All of that said, there is still some merit in the idea that places like Atlanta and DFW (and Denver and Phoenix and other sunbelt cities) are enjoying population growth that was probably accelerated by the pandemic and the rise of Zoom. That crime is up (if not up to 1990s levels, thankfully), that homelessness is up (far past 1990s levels, unfortunately) and that housing prices are way, way, way up in big cities (good for those of us who own our homes, bad for young people and people of color of all ages)—these are also factors supporting the idea that a demographic shift is underway. Young people will always flock to big cities, but the middle-aged and older people tend to leave them for life-stage reasons—and it’s middle-aged and older people who buy the most books.

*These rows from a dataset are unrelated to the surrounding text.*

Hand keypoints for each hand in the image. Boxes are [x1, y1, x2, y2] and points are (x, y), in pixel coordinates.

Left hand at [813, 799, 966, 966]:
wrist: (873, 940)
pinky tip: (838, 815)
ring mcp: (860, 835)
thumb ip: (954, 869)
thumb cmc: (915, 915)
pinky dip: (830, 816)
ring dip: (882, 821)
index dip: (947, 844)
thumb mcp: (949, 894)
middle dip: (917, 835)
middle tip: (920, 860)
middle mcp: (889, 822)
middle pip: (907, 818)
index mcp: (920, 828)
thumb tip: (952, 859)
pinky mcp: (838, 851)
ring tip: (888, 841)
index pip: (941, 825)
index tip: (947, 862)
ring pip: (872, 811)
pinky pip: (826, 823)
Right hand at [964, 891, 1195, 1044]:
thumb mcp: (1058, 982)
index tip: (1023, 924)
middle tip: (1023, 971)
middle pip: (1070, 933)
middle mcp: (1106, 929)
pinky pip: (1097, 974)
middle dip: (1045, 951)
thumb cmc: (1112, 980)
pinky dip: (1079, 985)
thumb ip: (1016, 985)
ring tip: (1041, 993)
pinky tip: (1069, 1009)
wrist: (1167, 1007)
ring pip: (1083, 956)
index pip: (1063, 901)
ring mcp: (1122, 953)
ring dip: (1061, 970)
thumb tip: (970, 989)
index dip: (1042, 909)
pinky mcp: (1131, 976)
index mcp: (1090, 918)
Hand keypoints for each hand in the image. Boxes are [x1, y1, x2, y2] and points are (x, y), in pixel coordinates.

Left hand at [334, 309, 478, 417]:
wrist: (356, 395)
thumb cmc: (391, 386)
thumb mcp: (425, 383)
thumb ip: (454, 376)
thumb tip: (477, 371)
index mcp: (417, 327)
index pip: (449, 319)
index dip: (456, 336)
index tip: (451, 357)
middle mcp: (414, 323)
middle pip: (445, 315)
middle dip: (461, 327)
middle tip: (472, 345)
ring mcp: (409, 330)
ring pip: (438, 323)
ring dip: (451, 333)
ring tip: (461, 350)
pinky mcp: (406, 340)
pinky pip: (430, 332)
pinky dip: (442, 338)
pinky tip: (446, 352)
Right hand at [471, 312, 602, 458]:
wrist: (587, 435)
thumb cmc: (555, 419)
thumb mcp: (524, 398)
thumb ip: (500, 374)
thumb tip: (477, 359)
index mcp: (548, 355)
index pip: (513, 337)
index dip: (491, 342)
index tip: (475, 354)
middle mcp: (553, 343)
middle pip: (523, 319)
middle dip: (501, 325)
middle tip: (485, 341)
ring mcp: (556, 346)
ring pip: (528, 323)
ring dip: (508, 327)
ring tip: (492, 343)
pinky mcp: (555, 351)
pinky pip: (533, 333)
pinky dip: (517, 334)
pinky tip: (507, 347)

I don’t think there’s a very strong correlation between magazines and books. There are too many other factors causing magazines to decline, factors that are irrelevant to book sales trends. Yes, we see fewer sales in the densest cities, sales that were dependent on people buying magazines to read on their lunch hour or on the bus or subway ride home, but we still reasonably decent sales in those places. What would not sell in dense urban locations are kids’ magazines, which are strong sellers these days in suburban locations. So if there’s weakness in magazine sales in big-city stores, part of it is due to the lack of kids living in those places. Also what does not sell as well in places with high percentages of renters (e.g., big cities): shelter. This category is booming—but only in the suburbs. Likewise for cooking magazines—fewer frequent restaurant-goers in the suburbs compared to childless big city couples and singles who rarely cook. I guess what I’m saying is that right now certain magazine subject matter is selling well in certain places because of who they attract as readers—and it’s the same scenario in Atlanta (urban Midtown vs. Cobb County) and New York (NYC, particularly Manhattan, vs. NY/NJ/CT suburbs). Ditto for Seattle, Washington DC, Chicago, you name it.

(Submitted by Anonymous)

RE: The Long-Challenged Saga Of Celebrity Print Magazines

I was doing a little research on “top magazines” and ran into a rather alarming phenomenon that I was not expecting. All the grocery stores here (Washington DC Metro Area) no longer have mainlines !!! (Giant, Safeway)….

Now I will say, the checkouts were well merchandised i.e. all the kids/teen titles were together, the celebrity titles together. But I was shocked to go to 2-3 stores…large stores….and find no mainline.

Wondering if others in the industry are seeing this nationally?

(Submitted by a Director, Print Operations)

Re: Apple's privacy changes are expected to wipe almost $16 billion from Meta, YouTube, Snap, and Twitter's revenues this year

I'm feeling pretty good about my apple phone right about now. And no I don't feel sorry for those who can no longer track my every move. It's not like targeted ads were terribly useful from my point of view. (Stuff I already bought, or ads for stuff I would never buy. (not my age, sex, interest, etc.) I rarely post to social media anything that really says anything since it tells them too much about me.